La finale con la Juve
in un mondo capovolto

Verrebbe quasi da dire: hai conquistato un posto in Champions League per la terza stagione di fila e domenica ti giocherai la possibilità di chiudere il campionato al secondo posto e stabilire un nuovo record nella storia del club, cosa vuoi di più dalla vita? Finire il lavoro. Mercoledì sera a Reggio Emilia, nella finale di Coppa Italia. Che non significherebbe semplicemente battere la Juventus, ma certificare che i nerazzurri hanno capovolto il mondo.
Guardate lo scenario davanti ai vostri occhi: l’Atalanta che giocherà ancora nell’Europa delle grandi, la Vecchia Signora che rischia di retrocedere in Europa League. Nessuno ha dimenticato l’uscita infelice del presidente Andrea Agnelli, l’anno scorso, quando si dichiarò perplesso per il fatto che Bergamo andò dritta in Champions, pur senza avere una storia in proposito, mentre «penso poi alla Roma, che ha contribuito negli ultimi anni a mantenere il ranking dell’Italia, ha avuto una brutta stagione ed è fuori. Bisogna proteggere gli investimenti».

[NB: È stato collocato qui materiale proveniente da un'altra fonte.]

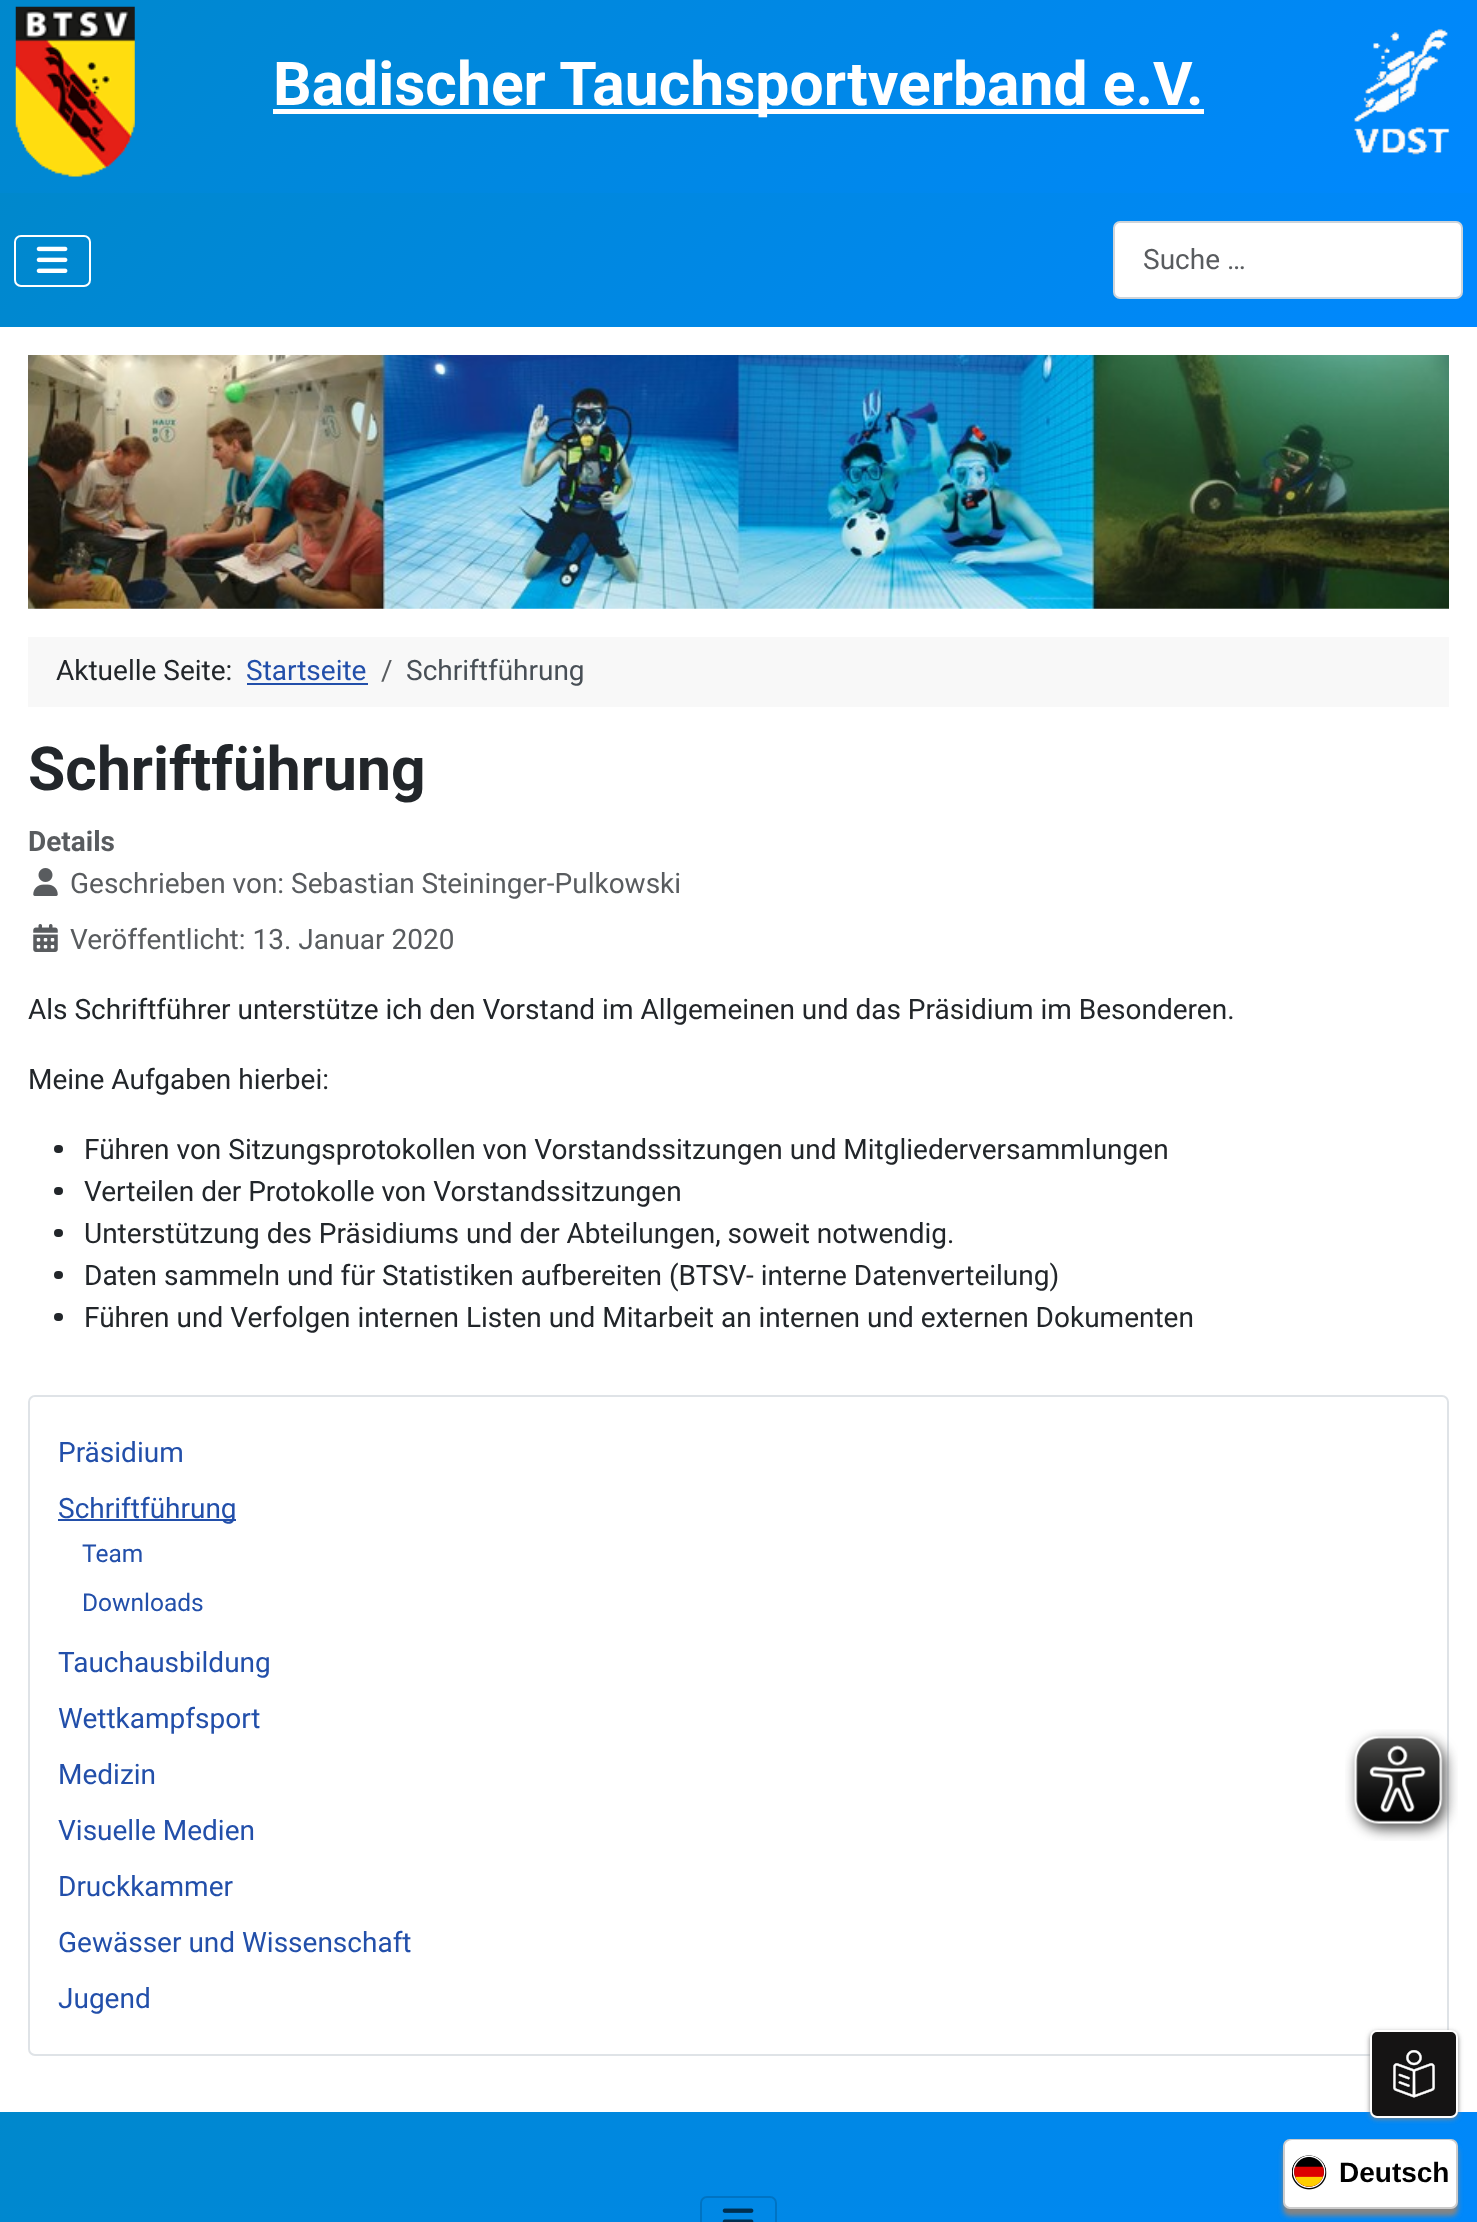 <svg xmlns="http://www.w3.org/2000/svg" width="1477" height="2222" viewBox="0 0 1477 2222">
  <defs>
    <linearGradient id="g1" gradientUnits="userSpaceOnUse" x1="319" y1="-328" x2="1158" y2="511"><stop offset="0" stop-color="#0088cc"/><stop offset="1" stop-color="#0088ff"/></linearGradient>
    <linearGradient id="g2" gradientUnits="userSpaceOnUse" x1="336" y1="-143" x2="1141" y2="663"><stop offset="0" stop-color="#0088cc"/><stop offset="1" stop-color="#0088ff"/></linearGradient>
    <linearGradient id="g3" gradientUnits="userSpaceOnUse" x1="314" y1="1798" x2="1163" y2="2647"><stop offset="0" stop-color="#0088cc"/><stop offset="1" stop-color="#0088ff"/></linearGradient>
    <filter id="blur1" x="-50%" y="-200%" width="200%" height="500%"><feGaussianBlur stdDeviation="2.5"/></filter>
  </defs>
  <rect width="100%" height="100%" fill="#ffffff"/>
  <rect x="0" y="0" width="1477" height="193" fill="url(#g1)"/>
  <image x="15" y="6" width="120" height="171" href="img1.png"/>
  <rect x="273" y="109" width="931" height="5" fill="#ffffff"/>
  <text x="273" y="105" font-family="Roboto" font-size="60.6" font-weight="bold" fill="#ffffff">Badischer Tauchsportverband e.V.</text>
  <image x="1354" y="29" width="96" height="126" href="img2.png"/>
  <rect x="0" y="193" width="1477" height="134" fill="url(#g2)"/>
  <rect x="15" y="236" width="75" height="50" rx="6" fill="none" stroke="#ffffff" stroke-width="2"/>
  <image x="36" y="246" width="32" height="27" href="img3.png"/>
  <rect x="1114" y="222" width="348" height="76" rx="6" fill="#ffffff" stroke="#ced4da" stroke-width="2"/>
  <text x="1143" y="269" font-family="Roboto" font-size="28" fill="#595c5f">Suche …</text>
  <image x="28" y="355" width="1421" height="254" href="img4.png"/>
  <rect x="28" y="637" width="1421" height="70" fill="#f8f8f8"/>
  <text x="56" y="680" font-family="Roboto" font-size="28" fill="#22262a">Aktuelle Seite:</text>
  <text x="246" y="680" font-family="Roboto" font-size="28" fill="#224faa">Startseite</text>
  <rect x="247" y="683" width="121" height="2" fill="#224faa"/>
  <text x="381" y="680" font-family="Roboto" font-size="28" fill="#595c5f">/</text>
  <text x="406" y="680" font-family="Roboto" font-size="28" fill="#484f56">Schriftführung</text>
  <text x="28" y="790" font-family="Roboto" font-size="60.6" font-weight="bold" fill="#22262a">Schriftführung</text>
  <text x="28" y="851" font-family="Roboto" font-size="28" font-weight="bold" fill="#595c5f">Details</text>
  <image x="33" y="868" width="25" height="28" href="img5.png"/>
  <text x="70" y="893" font-family="Roboto" font-size="28" fill="#595c5f">Geschrieben von: Sebastian Steininger-Pulkowski</text>
  <image x="33" y="924" width="25" height="28" href="img6.png"/>
  <text x="70" y="949" font-family="Roboto" font-size="28" fill="#595c5f">Veröffentlicht: 13. Januar 2020</text>
  <text x="28" y="1019" font-family="Roboto" font-size="28" fill="#22262a">Als Schriftführer unterstütze ich den Vorstand im Allgemeinen und das Präsidium im Besonderen.</text>
  <text x="28" y="1089" font-family="Roboto" font-size="28" fill="#22262a">Meine Aufgaben hierbei:</text>
  <rect x="54" y="1145" width="9" height="8" rx="4" fill="#22262a"/>
  <text x="84" y="1159" font-family="Roboto" font-size="28" fill="#22262a">Führen von Sitzungsprotokollen von Vorstandssitzungen und Mitgliederversammlungen</text>
  <rect x="54" y="1187" width="9" height="8" rx="4" fill="#22262a"/>
  <text x="84" y="1201" font-family="Roboto" font-size="28" fill="#22262a">Verteilen der Protokolle von Vorstandssitzungen</text>
  <rect x="54" y="1229" width="9" height="8" rx="4" fill="#22262a"/>
  <text x="84" y="1243" font-family="Roboto" font-size="28" fill="#22262a">Unterstützung des Präsidiums und der Abteilungen, soweit notwendig.</text>
  <rect x="54" y="1271" width="9" height="8" rx="4" fill="#22262a"/>
  <text x="84" y="1285" font-family="Roboto" font-size="28" fill="#22262a">Daten sammeln und für Statistiken aufbereiten (BTSV- interne Datenverteilung)</text>
  <rect x="54" y="1313" width="9" height="8" rx="4" fill="#22262a"/>
  <text x="84" y="1327" font-family="Roboto" font-size="28" fill="#22262a">Führen und Verfolgen internen Listen und Mitarbeit an internen und externen Dokumenten</text>
  <rect x="29" y="1396" width="1419" height="659" rx="6" fill="none" stroke="#dfe3e7" stroke-width="2"/>
  <text x="58" y="1462" font-family="Roboto" font-size="28" fill="#224faa">Präsidium</text>
  <rect x="58" y="1519" width="178" height="2" fill="#224faa"/>
  <text x="58" y="1518" font-family="Roboto" font-size="28" fill="#224faa">Schriftführung</text>
  <text x="82" y="1562" font-family="Roboto" font-size="24.5" fill="#224faa">Team</text>
  <text x="82" y="1611" font-family="Roboto" font-size="24.5" fill="#224faa">Downloads</text>
  <text x="58" y="1672" font-family="Roboto" font-size="28" fill="#224faa">Tauchausbildung</text>
  <text x="58" y="1728" font-family="Roboto" font-size="28" fill="#224faa">Wettkampfsport</text>
  <text x="58" y="1784" font-family="Roboto" font-size="28" fill="#224faa">Medizin</text>
  <text x="58" y="1840" font-family="Roboto" font-size="28" fill="#224faa">Visuelle Medien</text>
  <text x="58" y="1896" font-family="Roboto" font-size="28" fill="#224faa">Druckkammer</text>
  <text x="58" y="1952" font-family="Roboto" font-size="28" fill="#224faa">Gewässer und Wissenschaft</text>
  <text x="58" y="2008" font-family="Roboto" font-size="28" fill="#224faa">Jugend</text>
  <image x="1345" y="1729" width="113" height="112" href="img7.png"/>
  <rect x="0" y="2112" width="1477" height="110" fill="url(#g3)"/>
  <rect x="1370" y="2032" width="88" height="87" rx="7" fill="#848484" filter="url(#blur1)"/>
  <rect x="1371" y="2031" width="86" height="86" rx="6" fill="#151414" stroke="#ffffff" stroke-width="2"/>
  <image x="1393" y="2050" width="42" height="48" href="img8.png"/>
  <rect x="701" y="2197" width="75" height="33" rx="6" fill="none" stroke="#000000" stroke-opacity="0.15" stroke-width="2"/>
  <image x="722" y="2208" width="32" height="14" href="img9.png"/>
  <rect x="1283" y="2146" width="175" height="70" rx="7" fill="#848484" filter="url(#blur1)"/>
  <rect x="1284" y="2140" width="173" height="68" rx="6" fill="#ffffff" stroke="#cccccc" stroke-width="2"/>
  <rect x="1285" y="2140" width="171" height="67" rx="7" fill="#ffffff"/>
  <image x="1292" y="2155" width="35" height="35" href="img10.png"/>
  <text x="1339" y="2182" font-family="Liberation Sans" font-size="28" font-weight="bold" fill="#000000">Deutsch</text>
</svg>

E in nome di quel «proteggere gli investimenti» ha costruito con altre big d’Europa il progetto Superlega, naufragato 48 ore dopo il lancio e ora fonte di possibili grossi guai per la società bianconera. Voleva (e, salvo redimersi per evitare di pagare un tragico dazio come l’esclusione da tutto, vorrebbe ancora) la Superlega, ma intanto è scivolato in campionato e ora potrebbe finire nell’Europa di serie B. L’Atalanta – che, a pensar male, avrebbe dovuto sentirsi un’«intrusa» in Champions – invece è lì che guarda la Juve dall’alto al basso e può sferrare il colpo di grazia. È il calcio che consuma la sua nemesi storica. Ma l’Atalanta non giocherà per vendetta, mercoledì scenderà in campo con il massimo rispetto verso un’avversaria con la bacheca zeppa di trofei e cercherà di vincere – stavolta da favorita dal pronostico, anche qui è il mondo ribaltato – per riportare a casa quella Coppa Italia che manca dal 1963 e coronare il lavoro cominciato cinque anni fa da Gasperini e condotto dal tecnico torinese con grande cura, assistito da giocatori, da uno staff e da una dirigenza dimostratisi di altissimo livello. Alzare la Coppa Italia sarebbe anche un premio a tutto il popolo nerazzurro e alla nostra terra, legati all’Atalanta da un cordone ombelicale.